## Task requirements
Leave out the pictures. Return every record otherwise untouched.

• • • • •

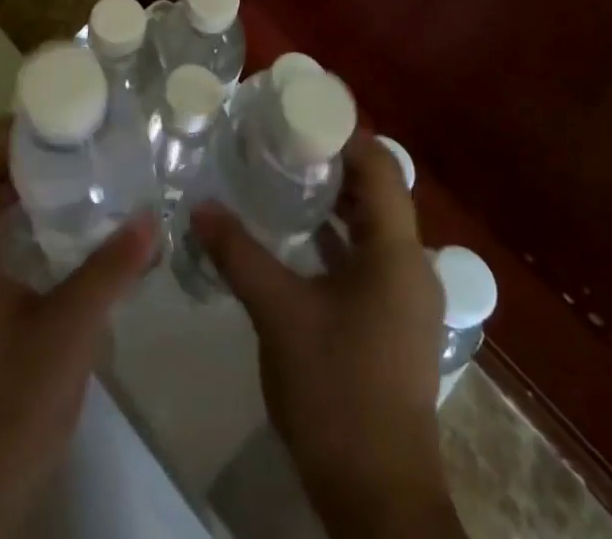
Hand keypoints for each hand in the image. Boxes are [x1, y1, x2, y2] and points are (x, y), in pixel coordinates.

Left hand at [0, 118, 155, 538]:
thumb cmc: (3, 414)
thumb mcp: (66, 338)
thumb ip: (109, 272)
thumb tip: (152, 219)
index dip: (9, 132)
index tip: (59, 119)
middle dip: (22, 159)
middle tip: (79, 148)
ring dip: (18, 196)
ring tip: (76, 184)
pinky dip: (12, 231)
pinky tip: (57, 244)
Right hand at [192, 132, 464, 538]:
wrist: (378, 497)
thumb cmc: (336, 389)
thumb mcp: (279, 313)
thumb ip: (239, 254)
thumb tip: (200, 207)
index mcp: (395, 251)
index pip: (379, 164)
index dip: (344, 132)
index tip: (299, 113)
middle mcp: (411, 265)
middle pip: (377, 191)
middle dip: (333, 162)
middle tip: (282, 140)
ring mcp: (406, 298)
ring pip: (372, 227)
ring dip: (334, 202)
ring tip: (284, 177)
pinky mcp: (394, 323)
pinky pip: (368, 259)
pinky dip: (337, 239)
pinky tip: (298, 238)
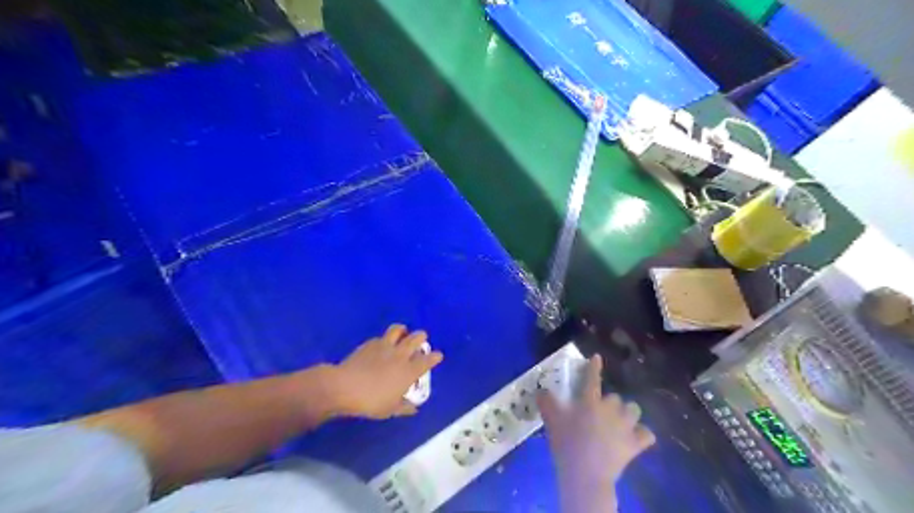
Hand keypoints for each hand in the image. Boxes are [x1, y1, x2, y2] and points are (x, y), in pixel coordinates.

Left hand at [333, 326, 442, 418]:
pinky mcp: (370, 343)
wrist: (345, 387)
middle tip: (422, 339)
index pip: (427, 360)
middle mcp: (400, 355)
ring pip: (398, 330)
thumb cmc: (371, 401)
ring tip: (403, 333)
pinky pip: (381, 337)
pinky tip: (381, 345)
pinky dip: (384, 339)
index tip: (438, 355)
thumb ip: (404, 407)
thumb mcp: (390, 409)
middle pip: (416, 339)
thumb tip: (414, 408)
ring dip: (403, 330)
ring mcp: (385, 346)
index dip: (435, 357)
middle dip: (421, 337)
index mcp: (409, 371)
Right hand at [536, 354, 656, 510]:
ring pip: (633, 410)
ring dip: (627, 414)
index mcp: (589, 401)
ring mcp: (625, 426)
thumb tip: (541, 390)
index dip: (594, 367)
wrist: (586, 474)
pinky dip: (642, 435)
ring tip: (621, 422)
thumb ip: (546, 403)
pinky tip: (636, 438)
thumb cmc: (567, 444)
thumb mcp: (551, 421)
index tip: (597, 357)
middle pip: (615, 397)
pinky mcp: (635, 443)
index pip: (592, 378)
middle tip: (600, 414)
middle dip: (610, 403)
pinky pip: (646, 434)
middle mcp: (610, 409)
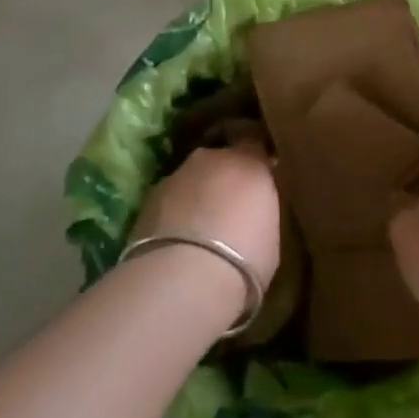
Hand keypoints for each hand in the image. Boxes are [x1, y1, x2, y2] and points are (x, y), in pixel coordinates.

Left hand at [131, 140, 281, 320]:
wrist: (185, 275)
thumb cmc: (245, 257)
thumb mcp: (270, 235)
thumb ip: (259, 212)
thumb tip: (250, 214)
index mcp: (249, 162)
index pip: (255, 142)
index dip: (255, 158)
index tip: (258, 176)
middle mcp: (213, 158)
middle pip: (220, 159)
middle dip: (223, 178)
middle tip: (228, 208)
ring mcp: (177, 174)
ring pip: (192, 179)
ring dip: (196, 196)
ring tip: (198, 230)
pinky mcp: (149, 198)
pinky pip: (170, 200)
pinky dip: (174, 214)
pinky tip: (176, 242)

• • • • •

## Output below
Hand keypoints for each hand in the image. Boxes are [x1, y1, x2, y2] and points are (x, y), in pixel coordinates.

Left hand at [0, 118, 155, 538]:
thumb cmc: (3, 414)
thumb mcp: (66, 338)
thumb ip: (109, 272)
thumb tip: (152, 219)
index dip: (9, 132)
index tip: (59, 119)
middle dip: (22, 159)
middle tip: (79, 148)
ring dip: (18, 196)
ring tip: (76, 184)
pinky dip: (12, 231)
pinky tip: (57, 244)
Right hand at [192, 132, 464, 538]:
wrist: (378, 497)
thumb cmc: (336, 389)
thumb mcp: (279, 313)
thumb ip: (239, 254)
thumb tip: (200, 207)
index mcp: (395, 251)
index pip: (379, 164)
index dip: (344, 132)
index tip: (299, 113)
middle mcp: (411, 265)
middle pip: (377, 191)
middle dip: (333, 162)
middle tip: (282, 140)
ring mcp: (406, 298)
ring pip: (372, 227)
ring dip: (334, 202)
ring tip: (284, 177)
pinky mcp: (394, 323)
pinky pip: (368, 259)
pinky dip: (337, 239)
pinky tip: (298, 238)
Hand keypoints for each hand in the image. Boxes are [x1, y1, x2, y2] and points are (x, y), in pixel coordinates.

Left hand at [333, 326, 442, 418]:
pinky mcp: (370, 343)
wrist: (345, 387)
middle tip: (422, 339)
index pip: (427, 360)
middle mcp: (400, 355)
ring pip: (398, 330)
thumb cmc: (371, 401)
ring tip: (403, 333)
pinky pip: (381, 337)
pinky tip: (381, 345)
pinky dip: (384, 339)
index tip: (438, 355)
thumb ip: (404, 407)
thumb mcp: (390, 409)
middle pip: (416, 339)
thumb tip: (414, 408)
ring dip: (403, 330)
ring mcp: (385, 346)
index dip: (435, 357)
middle dip: (421, 337)
index mcp: (409, 371)
Right hand at [536, 354, 656, 510]:
ring pip: (633, 410)
ring dip: (627, 414)
index mcp: (589, 401)
ring mcp: (625, 426)
thumb tip: (541, 390)
index dip: (594, 367)
wrist: (586, 474)
pinky dip: (642, 435)
ring tip: (621, 422)
thumb ip: (546, 403)
pinky tip: (636, 438)
thumb cmc: (567, 444)
thumb mcp: (551, 421)
index tip: (597, 357)
middle pip: (615, 397)
pinky mcp: (635, 443)
index pip: (592, 378)
middle tip: (600, 414)
middle dip: (610, 403)
pinky pip: (646, 434)
middle mcp: (610, 409)
Hand keypoints for each hand in the image. Boxes are [x1, y1, x2, y2] and points are (x, y), in pixel coordinates.

Left hand at [131, 140, 281, 320]:
wrist: (185, 275)
thumb cmc: (245, 257)
thumb mcp: (270, 235)
thumb ip: (259, 212)
thumb tip: (250, 214)
index mcp: (249, 162)
index pip: (255, 142)
index dip: (255, 158)
index tip: (258, 176)
middle mcp: (213, 158)
middle pip: (220, 159)
middle dip: (223, 178)
middle tip: (228, 208)
ring mcp: (177, 174)
ring pip: (192, 179)
ring dip: (196, 196)
ring tip: (198, 230)
pinky mcp: (149, 198)
pinky pip: (170, 200)
pinky dip: (174, 214)
pinky tip: (176, 242)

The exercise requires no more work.